Lorenzo Palomo continues, more or less, where Rodrigo left off, a few modern devises added to bring a new slant on music that has its roots deep in the local folk idioms. He colours his music with a keen awareness of orchestration, the interesting melodic material spiced with unusual rhythmic content. Both works on this excellently performed disc are scored for soprano and orchestra, the first one including a solo clarinet part inspired by Schubert’s The Shepherd on the rock, which, by a strange coincidence I am also reviewing this month. The Cantos del alma (Songs of the Soul) are art songs to poems by Juan Ramon Jimenez, the subject being love and the journey of souls. The Sinfonia a Grenada—also scored for soprano with the addition of the guitar—was completed and performed for the first time last year, five years after the Cantos. It shares Palomo’s allegiance to tonality, the music easy to appreciate even at first hearing, and points to the many aspects of life in Alhambra using texts by the contemporary poet, Luis Garcia Montero.
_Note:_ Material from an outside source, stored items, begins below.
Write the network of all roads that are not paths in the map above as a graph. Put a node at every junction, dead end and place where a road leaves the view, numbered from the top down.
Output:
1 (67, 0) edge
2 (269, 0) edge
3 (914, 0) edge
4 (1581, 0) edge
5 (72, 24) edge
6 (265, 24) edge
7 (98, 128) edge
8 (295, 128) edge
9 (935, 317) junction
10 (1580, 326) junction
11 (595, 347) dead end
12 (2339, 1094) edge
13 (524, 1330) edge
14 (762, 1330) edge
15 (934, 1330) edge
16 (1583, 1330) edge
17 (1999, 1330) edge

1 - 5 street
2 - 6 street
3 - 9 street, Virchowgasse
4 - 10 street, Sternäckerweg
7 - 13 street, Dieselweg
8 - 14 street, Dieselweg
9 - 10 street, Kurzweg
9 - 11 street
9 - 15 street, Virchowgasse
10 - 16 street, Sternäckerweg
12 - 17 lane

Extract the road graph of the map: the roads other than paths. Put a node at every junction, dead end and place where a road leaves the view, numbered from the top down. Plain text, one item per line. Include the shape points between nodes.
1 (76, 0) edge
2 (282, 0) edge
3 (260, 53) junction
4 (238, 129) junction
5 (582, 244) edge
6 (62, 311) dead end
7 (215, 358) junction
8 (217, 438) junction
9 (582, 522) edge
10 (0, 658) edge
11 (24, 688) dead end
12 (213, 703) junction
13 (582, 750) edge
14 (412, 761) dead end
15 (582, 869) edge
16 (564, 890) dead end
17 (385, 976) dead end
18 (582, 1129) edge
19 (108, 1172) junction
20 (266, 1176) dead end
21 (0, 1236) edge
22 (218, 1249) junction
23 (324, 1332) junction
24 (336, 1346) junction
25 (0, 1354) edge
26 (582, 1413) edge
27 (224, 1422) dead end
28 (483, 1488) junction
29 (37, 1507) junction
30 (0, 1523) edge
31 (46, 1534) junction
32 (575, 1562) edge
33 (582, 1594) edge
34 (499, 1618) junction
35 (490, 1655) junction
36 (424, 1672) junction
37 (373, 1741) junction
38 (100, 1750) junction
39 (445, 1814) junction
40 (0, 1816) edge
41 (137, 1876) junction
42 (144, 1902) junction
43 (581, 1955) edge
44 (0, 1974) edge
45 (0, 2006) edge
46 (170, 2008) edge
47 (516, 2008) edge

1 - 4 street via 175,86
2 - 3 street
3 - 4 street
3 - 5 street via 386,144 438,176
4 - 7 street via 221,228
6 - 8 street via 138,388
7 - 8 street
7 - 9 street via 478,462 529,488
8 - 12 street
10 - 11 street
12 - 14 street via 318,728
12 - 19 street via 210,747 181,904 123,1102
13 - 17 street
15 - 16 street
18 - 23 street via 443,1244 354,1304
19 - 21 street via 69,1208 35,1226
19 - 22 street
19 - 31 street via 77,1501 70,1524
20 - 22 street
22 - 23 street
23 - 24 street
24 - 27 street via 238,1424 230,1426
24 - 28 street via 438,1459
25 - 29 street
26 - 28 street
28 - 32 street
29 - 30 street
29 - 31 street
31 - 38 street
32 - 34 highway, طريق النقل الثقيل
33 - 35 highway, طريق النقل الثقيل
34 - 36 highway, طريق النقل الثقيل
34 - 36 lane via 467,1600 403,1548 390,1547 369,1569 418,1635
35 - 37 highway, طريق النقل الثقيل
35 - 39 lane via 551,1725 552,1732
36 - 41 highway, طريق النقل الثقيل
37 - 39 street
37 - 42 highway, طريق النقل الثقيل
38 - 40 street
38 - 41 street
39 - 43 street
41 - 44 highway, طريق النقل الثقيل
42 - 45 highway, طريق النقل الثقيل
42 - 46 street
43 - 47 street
Both works enjoy the distinguished Spanish soprano, Maria Bayo, as the soloist, her voice floating effortlessly around the music, and thinning itself to magical quiet passages. The exceedingly accomplished City of Grenada Orchestra with their Principal Conductor, Jean-Jacques Kantorow, were responsible for the Sinfonia’s premiere and play superbly throughout the disc. If you want to sample Palomo go to the final track for the sublime A Snow Painted Sky, the finale of the Sinfonia. Adding the last ingredient we have the excellent guitarist, Vicente Coves, featured in the penultimate section of the Sinfonia-Danza del Sacromonte (Dance of Sacromonte). Superbly engineered.